_Exercise requirements:_ Copy every record exactly as it stands. Leave the pictures out.

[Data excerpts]
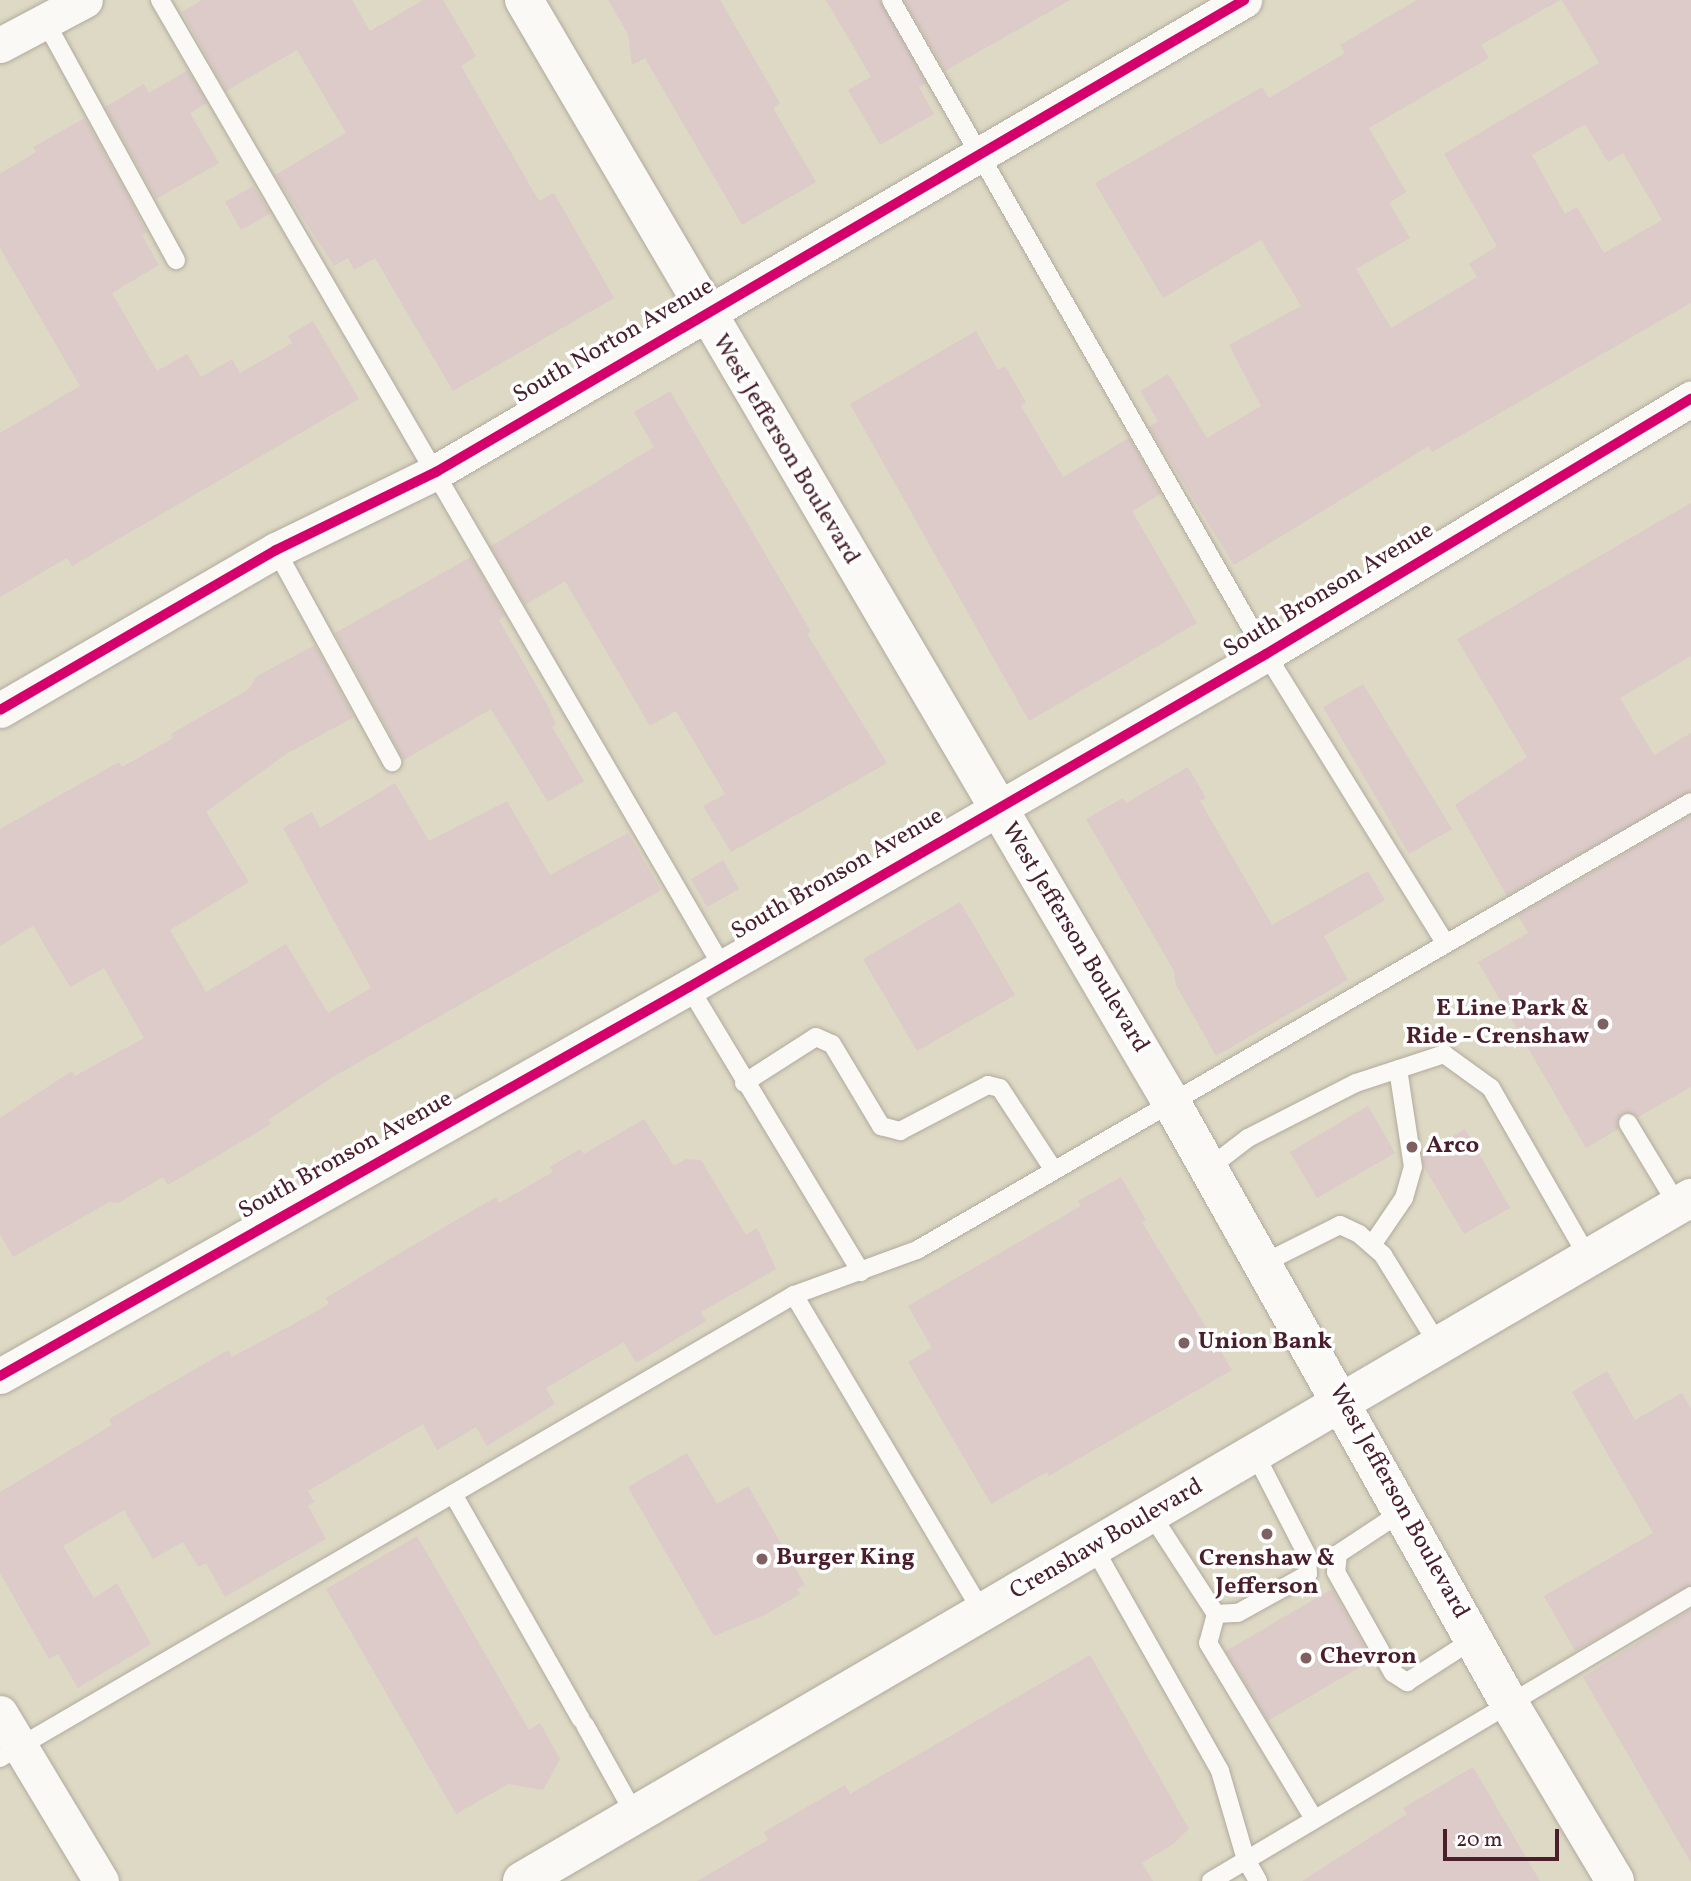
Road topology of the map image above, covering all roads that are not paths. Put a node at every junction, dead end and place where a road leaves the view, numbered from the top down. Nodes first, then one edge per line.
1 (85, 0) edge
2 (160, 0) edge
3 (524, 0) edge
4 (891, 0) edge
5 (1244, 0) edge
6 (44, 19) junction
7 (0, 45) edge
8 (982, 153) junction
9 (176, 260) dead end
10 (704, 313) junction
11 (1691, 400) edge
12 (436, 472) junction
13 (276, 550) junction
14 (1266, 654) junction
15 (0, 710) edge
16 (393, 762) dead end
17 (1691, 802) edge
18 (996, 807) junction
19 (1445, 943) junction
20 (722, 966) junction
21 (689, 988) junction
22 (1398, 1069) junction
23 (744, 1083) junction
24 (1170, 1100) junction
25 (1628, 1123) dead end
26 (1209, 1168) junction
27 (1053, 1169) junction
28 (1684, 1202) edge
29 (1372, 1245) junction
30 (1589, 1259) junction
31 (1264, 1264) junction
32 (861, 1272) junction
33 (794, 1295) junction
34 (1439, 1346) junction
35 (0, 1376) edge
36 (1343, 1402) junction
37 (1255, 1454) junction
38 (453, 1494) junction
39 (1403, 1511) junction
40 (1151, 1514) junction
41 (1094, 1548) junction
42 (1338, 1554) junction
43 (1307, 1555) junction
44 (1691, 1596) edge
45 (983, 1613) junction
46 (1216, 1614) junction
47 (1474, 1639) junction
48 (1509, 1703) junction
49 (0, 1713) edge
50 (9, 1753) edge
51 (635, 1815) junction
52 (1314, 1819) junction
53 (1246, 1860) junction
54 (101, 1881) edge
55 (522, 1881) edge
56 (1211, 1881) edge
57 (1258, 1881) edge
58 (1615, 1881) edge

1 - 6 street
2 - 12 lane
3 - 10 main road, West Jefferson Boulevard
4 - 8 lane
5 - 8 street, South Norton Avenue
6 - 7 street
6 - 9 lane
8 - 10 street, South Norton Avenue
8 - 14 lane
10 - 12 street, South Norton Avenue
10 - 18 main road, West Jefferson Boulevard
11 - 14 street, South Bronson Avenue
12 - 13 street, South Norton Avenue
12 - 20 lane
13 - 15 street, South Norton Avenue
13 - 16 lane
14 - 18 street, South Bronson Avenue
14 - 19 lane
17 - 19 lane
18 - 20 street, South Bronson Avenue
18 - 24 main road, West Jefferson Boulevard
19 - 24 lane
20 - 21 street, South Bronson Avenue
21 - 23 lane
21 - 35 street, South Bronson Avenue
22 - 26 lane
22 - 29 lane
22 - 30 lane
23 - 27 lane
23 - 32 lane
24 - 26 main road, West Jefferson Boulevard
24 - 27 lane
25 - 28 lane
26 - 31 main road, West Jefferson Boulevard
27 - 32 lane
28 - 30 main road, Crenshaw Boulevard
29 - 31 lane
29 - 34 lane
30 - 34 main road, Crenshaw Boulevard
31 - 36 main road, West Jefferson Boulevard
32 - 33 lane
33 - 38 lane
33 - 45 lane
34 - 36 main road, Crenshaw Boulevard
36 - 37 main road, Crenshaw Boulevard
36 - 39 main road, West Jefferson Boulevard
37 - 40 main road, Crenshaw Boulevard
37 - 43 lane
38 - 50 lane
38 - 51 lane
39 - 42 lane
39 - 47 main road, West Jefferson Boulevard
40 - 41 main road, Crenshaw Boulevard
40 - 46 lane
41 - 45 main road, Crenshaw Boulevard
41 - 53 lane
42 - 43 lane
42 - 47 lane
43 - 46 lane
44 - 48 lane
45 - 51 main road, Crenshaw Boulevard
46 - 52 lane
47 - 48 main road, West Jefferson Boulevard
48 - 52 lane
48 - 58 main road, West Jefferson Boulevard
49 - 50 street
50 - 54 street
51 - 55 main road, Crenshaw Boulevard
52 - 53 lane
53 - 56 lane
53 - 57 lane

_Answer to this exercise:_
Road topology of the map image above, covering all roads that are not paths. Put a node at every junction, dead end and place where a road leaves the view, numbered from the top down. Nodes first, then one edge per line.
1 (85, 0) edge
2 (160, 0) edge
3 (524, 0) edge
4 (891, 0) edge
5 (1244, 0) edge
6 (44, 19) junction
7 (0, 45) edge
8 (982, 153) junction
9 (176, 260) dead end
10 (704, 313) junction
11 (1691, 400) edge
12 (436, 472) junction
13 (276, 550) junction
14 (1266, 654) junction
15 (0, 710) edge
16 (393, 762) dead end
17 (1691, 802) edge
18 (996, 807) junction
19 (1445, 943) junction
20 (722, 966) junction
21 (689, 988) junction
22 (1398, 1069) junction
23 (744, 1083) junction
24 (1170, 1100) junction
25 (1628, 1123) dead end
26 (1209, 1168) junction
27 (1053, 1169) junction
28 (1684, 1202) edge
29 (1372, 1245) junction
30 (1589, 1259) junction
31 (1264, 1264) junction
32 (861, 1272) junction
33 (794, 1295) junction
34 (1439, 1346) junction
35 (0, 1376) edge
36 (1343, 1402) junction
37 (1255, 1454) junction
38 (453, 1494) junction
39 (1403, 1511) junction
40 (1151, 1514) junction
41 (1094, 1548) junction
42 (1338, 1554) junction
43 (1307, 1555) junction
44 (1691, 1596) edge
45 (983, 1613) junction
46 (1216, 1614) junction
47 (1474, 1639) junction
48 (1509, 1703) junction
49 (0, 1713) edge
50 (9, 1753) edge
51 (635, 1815) junction
52 (1314, 1819) junction
53 (1246, 1860) junction
54 (101, 1881) edge
55 (522, 1881) edge
56 (1211, 1881) edge
57 (1258, 1881) edge
58 (1615, 1881) edge

1 - 6 street
2 - 12 lane
3 - 10 main road, West Jefferson Boulevard
4 - 8 lane
5 - 8 street, South Norton Avenue
6 - 7 street
6 - 9 lane
8 - 10 street, South Norton Avenue
8 - 14 lane
10 - 12 street, South Norton Avenue
10 - 18 main road, West Jefferson Boulevard
11 - 14 street, South Bronson Avenue
12 - 13 street, South Norton Avenue
12 - 20 lane
13 - 15 street, South Norton Avenue
13 - 16 lane
14 - 18 street, South Bronson Avenue
14 - 19 lane
17 - 19 lane
18 - 20 street, South Bronson Avenue
18 - 24 main road, West Jefferson Boulevard
19 - 24 lane
20 - 21 street, South Bronson Avenue
21 - 23 lane
21 - 35 street, South Bronson Avenue
22 - 26 lane
22 - 29 lane
22 - 30 lane
23 - 27 lane
23 - 32 lane
24 - 26 main road, West Jefferson Boulevard
24 - 27 lane
25 - 28 lane
26 - 31 main road, West Jefferson Boulevard
27 - 32 lane
28 - 30 main road, Crenshaw Boulevard
29 - 31 lane
29 - 34 lane
30 - 34 main road, Crenshaw Boulevard
31 - 36 main road, West Jefferson Boulevard
32 - 33 lane
33 - 38 lane
33 - 45 lane
34 - 36 main road, Crenshaw Boulevard
36 - 37 main road, Crenshaw Boulevard
36 - 39 main road, West Jefferson Boulevard
37 - 40 main road, Crenshaw Boulevard
37 - 43 lane
38 - 50 lane
38 - 51 lane
39 - 42 lane
39 - 47 main road, West Jefferson Boulevard
40 - 41 main road, Crenshaw Boulevard
40 - 46 lane
41 - 45 main road, Crenshaw Boulevard
41 - 53 lane
42 - 43 lane
42 - 47 lane
43 - 46 lane
44 - 48 lane
45 - 51 main road, Crenshaw Boulevard
46 - 52 lane
47 - 48 main road, West Jefferson Boulevard
48 - 52 lane
48 - 58 main road, West Jefferson Boulevard
49 - 50 street
50 - 54 street
51 - 55 main road, Crenshaw Boulevard
52 - 53 lane
53 - 56 lane
53 - 57 lane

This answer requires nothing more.